Face à l’ampleur de la tâche, on peut concevoir qu’il vaille mieux abandonner certains terrains à l’adversaire, et nous recentrer sur ce qui est le plus important. Le hic, c’est que le travail des enfants, et surtout la pénétration actuelle de l’idéologie du travail dans le monde de l’enfance, n’est pas un thème mineur du monde contemporain. D’autant que cette idéologie du travail qui se propage partout s’accompagne d’une exaltation des cultes de l’argent et de la réussite, et que tous les moyens sont déclarés valables pour parvenir au résultat souhaité. La violence ou la corruption sont ainsi de plus en plus souvent présentées comme des moyens légitimes pour « réussir » sa vie.
A suivre...
Notes
(1) Les chiffres de l’OIT concernent l’année 2004. Le rapport est intégralement disponible sur le site de cette organisation (http://www.ilo.org).
(2). Arundhati Roy, An ordinary person’s guide to Empire, Penguin Books, 2005.
(3). Les Africains demandent avec raison réparation pour l’esclavage, d’autant que cela sert à ce qu’une conscience claire de ce génocide se développe dans le monde. Mais cela ne peut servir à effacer le crime. En 1995, en Argentine, les Mères de la place de Mai ont refusé la « réparation » de 100 000 dollars par disparu - il y en eut 30 000 sous la dictature militaire - que le gouvernement démocratique d’alors leur proposait. Elles n’eurent qu’un seul argument : « Le sang versé ne sera pas négocié. La vie de nos enfants n’a pas de prix. »
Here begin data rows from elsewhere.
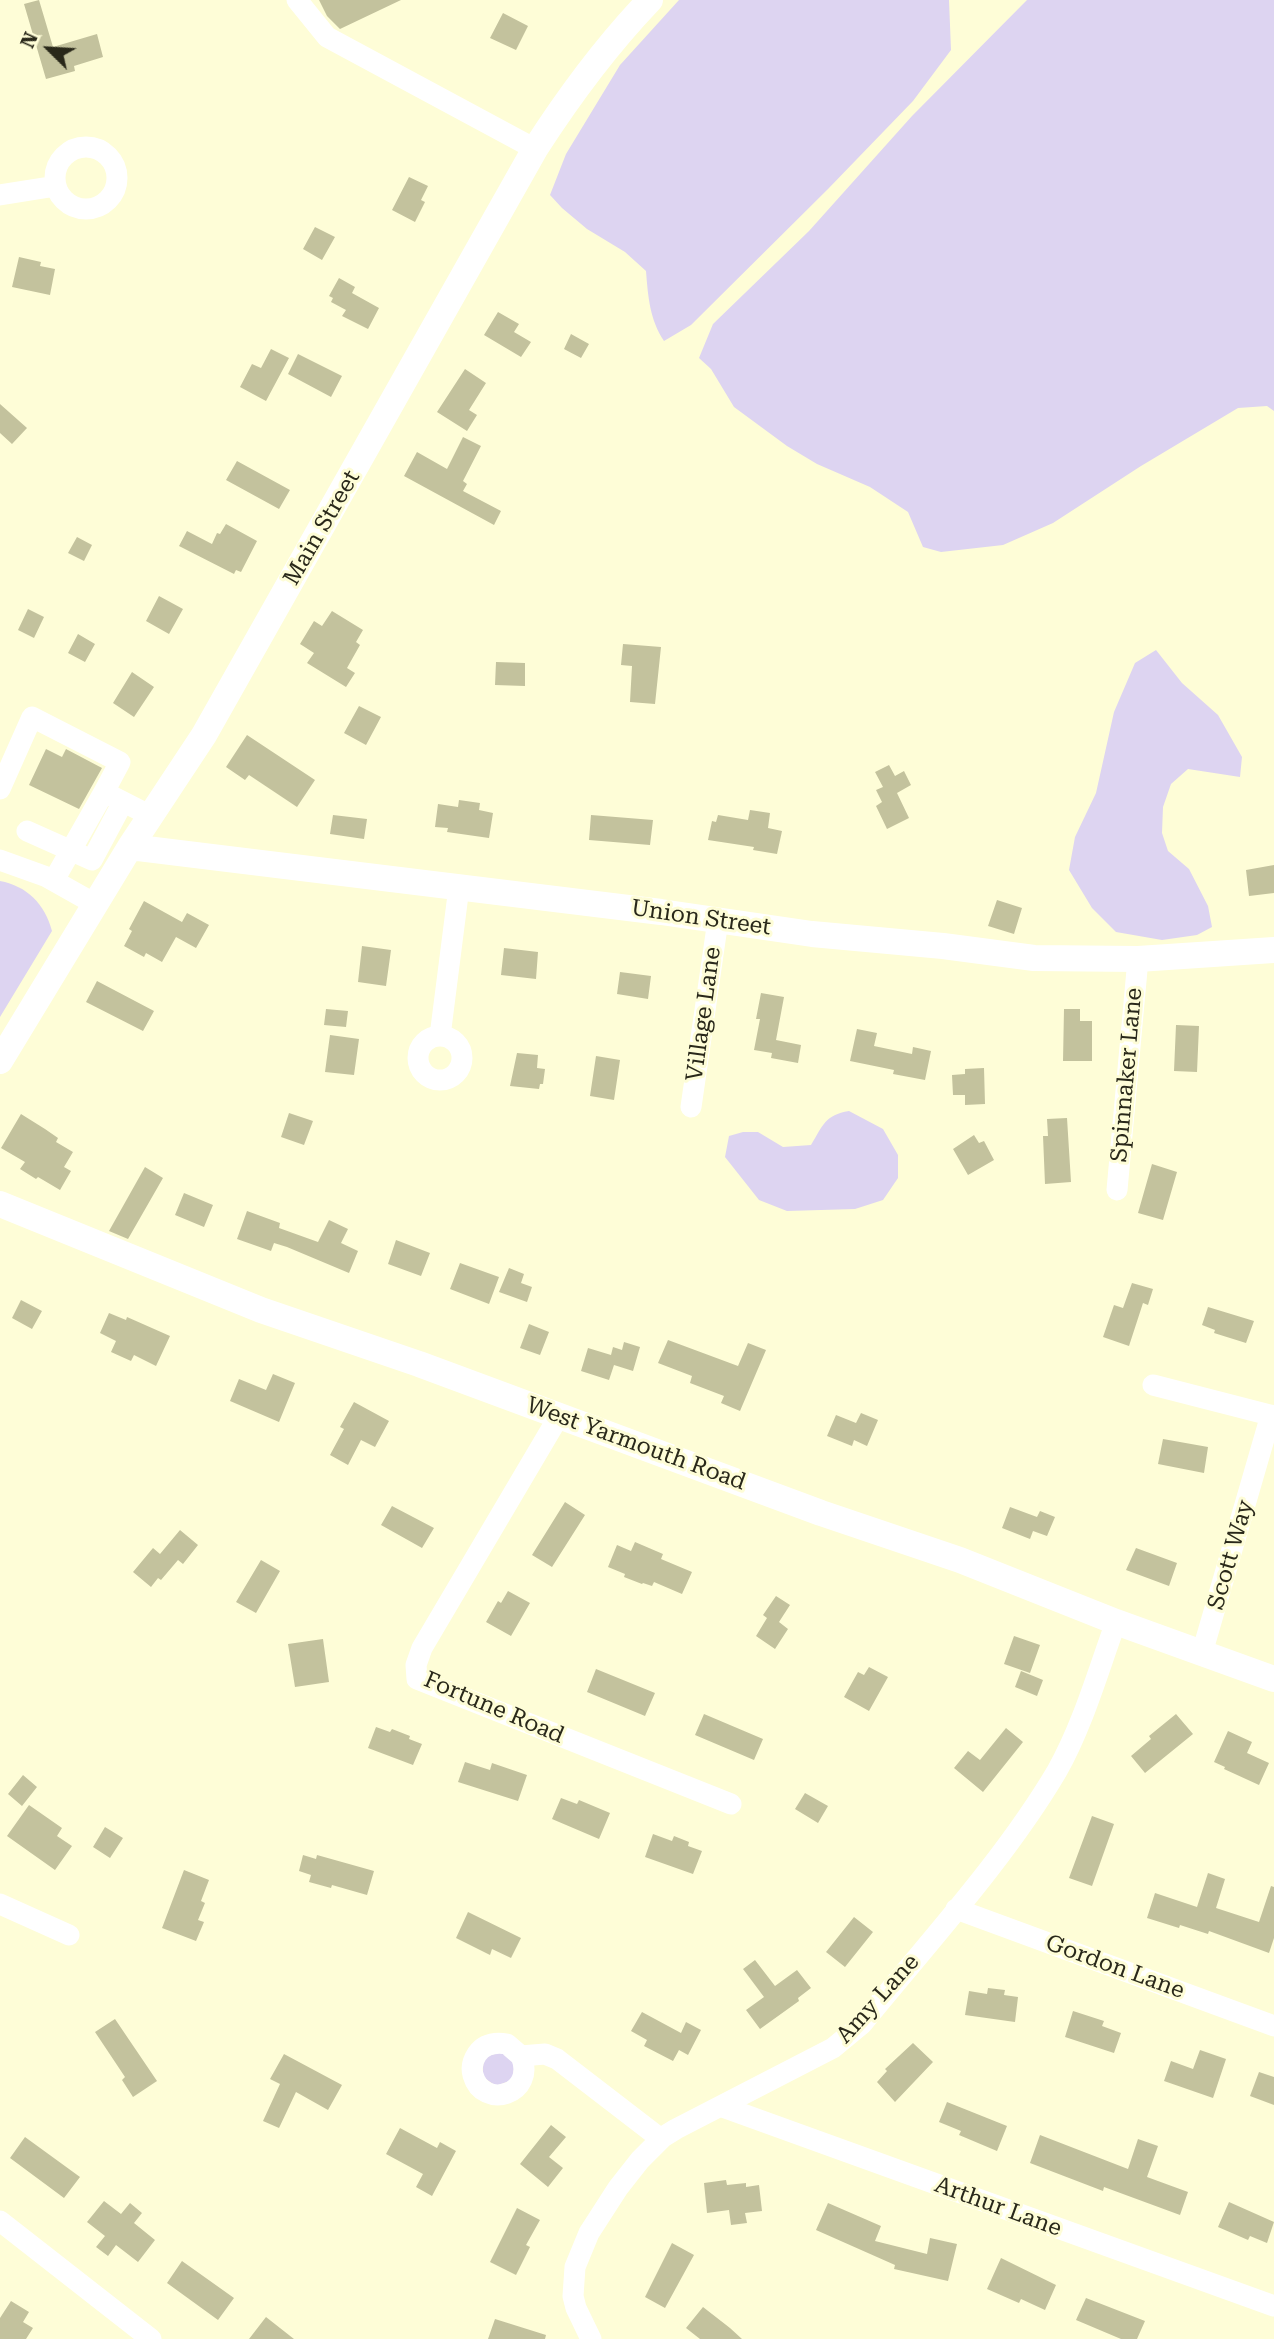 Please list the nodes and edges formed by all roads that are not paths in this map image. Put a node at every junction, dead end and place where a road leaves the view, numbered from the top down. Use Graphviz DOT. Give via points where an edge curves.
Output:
graph roads {
  1 [pos="297,0"];
  2 [pos="650,0"];
  3 [pos="535,149"];
  4 [pos="56,186"];
  5 [pos="0,195"];
  6 [pos="0,789"];
  7 [pos="104,792"];
  8 [pos="123,802"];
  9 [pos="150,816"];
  10 [pos="27,831"];
  11 [pos="130,847"];
  12 [pos="71,850"];
  13 [pos="0,860"];
  14 [pos="54,880"];
  15 [pos="459,887"];
  16 [pos="94,904"];
  17 [pos="718,920"];
  18 [pos="1274,950"];
  19 [pos="1138,959"];
  20 [pos="440,1036"];
  21 [pos="0,1061"];
  22 [pos="691,1107"];
  23 [pos="1117,1190"];
  24 [pos="0,1204"];
  25 [pos="1153,1385"];
  26 [pos="559,1416"];
  27 [pos="1272,1416"];
  28 [pos="1116,1622"];
  29 [pos="1202,1653"];
  30 [pos="1274,1679"];
  31 [pos="731,1804"];
  32 [pos="0,1904"];
  33 [pos="956,1909"];
  34 [pos="69,1935"];
  35 [pos="1274,2026"];
  36 [pos="521,2056"];
  37 [pos="723,2106"];
  38 [pos="662,2139"];
  39 [pos="0,2221"];
  40 [pos="1274,2306"];
  41 [pos="594,2335"];
  42 [pos="151,2339"];
  1 -- 3 [label="street" via="327,37"];
  2 -- 3 [label="main road, Main Street" via="567,99"];
  3 -- 9 [label="main road, Main Street" via="204,735"];
  4 -- 5 [label="street"];
  6 -- 7 [label="street" via="32,717 120,762"];
  7 -- 8 [label="street"];
  7 -- 12 [label="street"];
  8 -- 9 [label="street"];
  8 -- 12 [label="street" via="92,860"];
  9 -- 11 [label="main road, Main Street"];
  10 -- 12 [label="street"];
  11 -- 15 [label="main road, Union Street"];
  11 -- 16 [label="main road, Main Street"];
  12 -- 14 [label="street"];
  13 -- 14 [label="street"];
  14 -- 16 [label="street"];
  15 -- 17 [label="main road, Union Street"];
  15 -- 20 [label="street"];
  16 -- 21 [label="main road, Main Street"];
  17 -- 19 [label="main road, Union Street" via="1034,958"];
  17 -- 22 [label="street, Village Lane"];
  18 -- 19 [label="main road, Union Street"];
  19 -- 23 [label="street, Spinnaker Lane"];
  24 -- 26 [label="main road, West Yarmouth Road" via="261,1310"];
  25 -- 27 [label="street"];
  26 -- 28 [label="main road, West Yarmouth Road" via="960,1560"];
  26 -- 31 [label="street, Fortune Road" via="422,1648 417,1679"];
  27 -- 29 [label="street, Scott Way"];
  28 -- 29 [label="main road, West Yarmouth Road"];
  28 -- 33 [label="street, Amy Lane" via="1058,1769"];
  29 -- 30 [label="main road, West Yarmouth Road"];
  32 -- 34 [label="street"];
  33 -- 35 [label="street, Gordon Lane"];
  33 -- 37 [label="street, Amy Lane" via="847,2038"];
  36 -- 38 [label="street" via="545,2054 556,2059"];
  37 -- 38 [label="street, Amy Lane"];
  37 -- 40 [label="street, Arthur Lane"];
  38 -- 41 [label="street, Amy Lane" via="618,2188 581,2249 573,2296"];
  39 -- 42 [label="street"];
}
(4). Par exemple, de Michel Bonnet, Le travail des enfants, terrain de luttes, Editions Page Deux, 1999.
(5). C’est ce qu’affirme notamment l’un des plus connus des partisans du travail des enfants, Manfred Liebel. Voir son long article en anglais sur le site Internet : http://www.tu-berlin.de/fak1/gsw/pronats/doku/paris_engl.htm
(6). Il ne s’agit pas ici des partisans de la « théologie de la libération » qui se sont le plus souvent montrés de véritables défenseurs du peuple.
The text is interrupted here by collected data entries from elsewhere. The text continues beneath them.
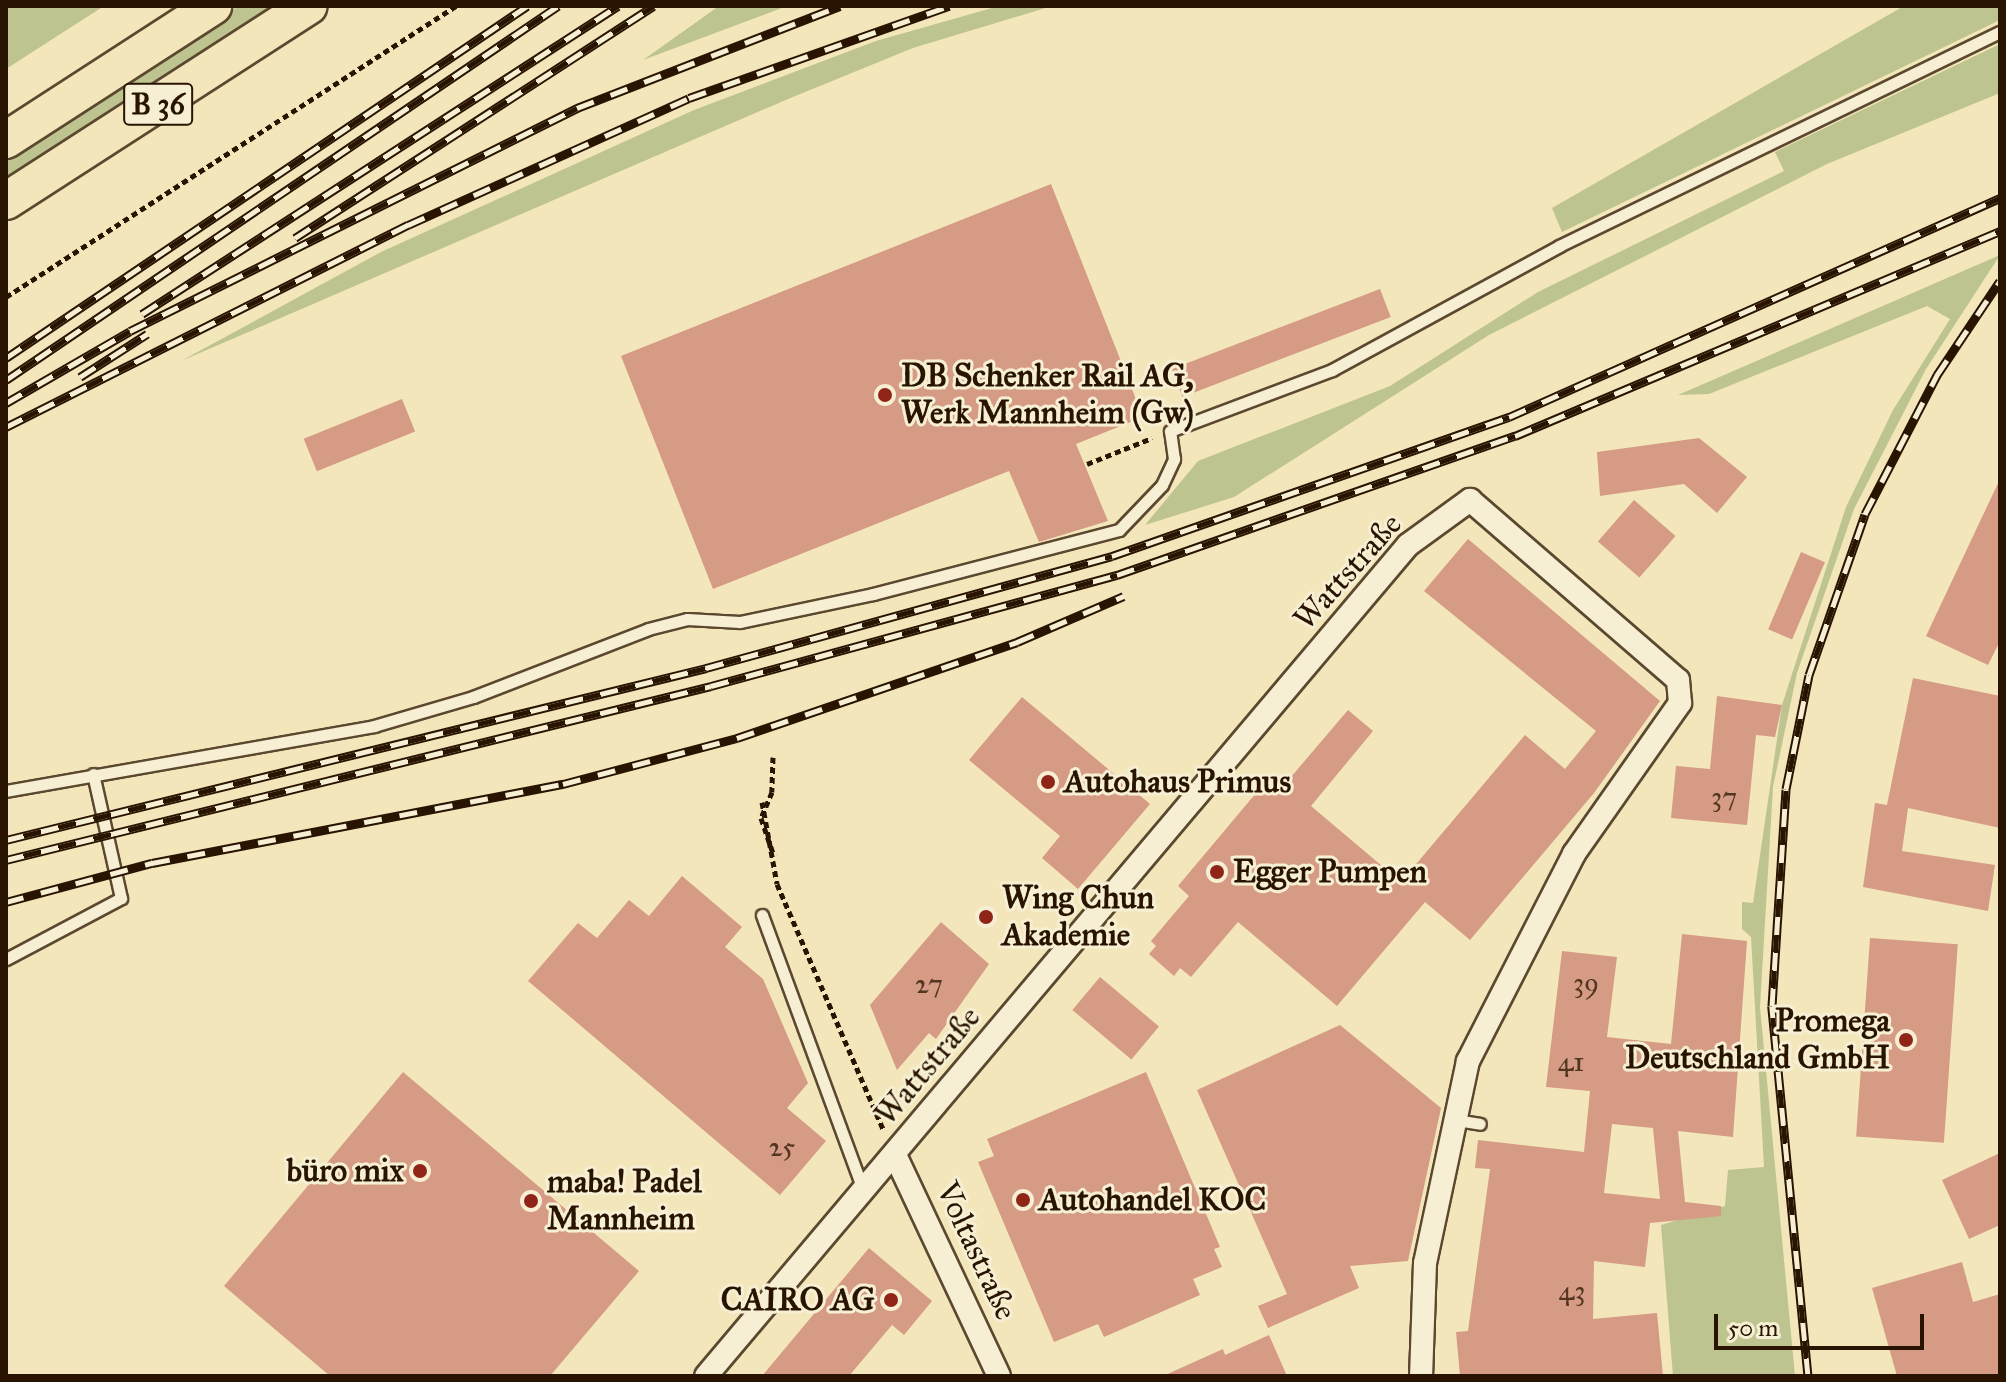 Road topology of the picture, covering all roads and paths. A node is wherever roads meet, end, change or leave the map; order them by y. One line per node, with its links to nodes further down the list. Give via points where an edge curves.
1 (213, 6): 5 (main road, B 36)
2 (309, 6): 6 (main road, B 36)
3 (456, 6): 7 (path)
4 (2000, 32): 8 (lane, via 1559,246 1332,370)
5 (6, 140)
6 (6, 201)
7 (6, 297)
8 (1170, 431): 9 (path); 11 (lane, via 1174,459 1162,485 1119,530 1089,541 740,622 674,622 473,697 374,726 237,755)
9 (1087, 464)
10 (773, 757): 14 (path, via 772,792 761,818)
11 (93, 774): 12 (lane); 16 (lane, via 121,898)
12 (6, 791)
13 (762, 802): 14 (path)
14 (777, 860): 19 (path, via 777,884)
15 (762, 915): 20 (lane)
16 (6, 959)
17 (1456, 1120): 18 (lane); 19 (street, Wattstraße, via 1468,1061 1518,956 1574,854 1680,703 1678,680 1470,500 1408,545); 23 (street, Wattstraße, via 1425,1263)
18 (1480, 1124)
19 (895, 1155): 20 (street, Wattstraße); 22 (street, Voltastraße)
20 (864, 1191): 21 (street, Wattstraße)
21 (706, 1376)
22 (999, 1376)
23 (1421, 1376)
(7). Qui fut et reste une idée extrêmement productive. Ce livre s’inscrit dans ce mouvement. Pour moi, l’anarchie ne se limite pas à la destruction du pouvoir de l’État ; elle recherche la fin du pouvoir sous quelque forme qu’il apparaisse, en dehors de nous. C’est-à-dire que l’anarchie est d’abord refus de laisser à d’autres (humains ou structures diverses comme les États, les Églises ou les entreprises) le pouvoir sur notre propre vie. L’anarchie est récupération de ce pouvoir sur nos propres vies.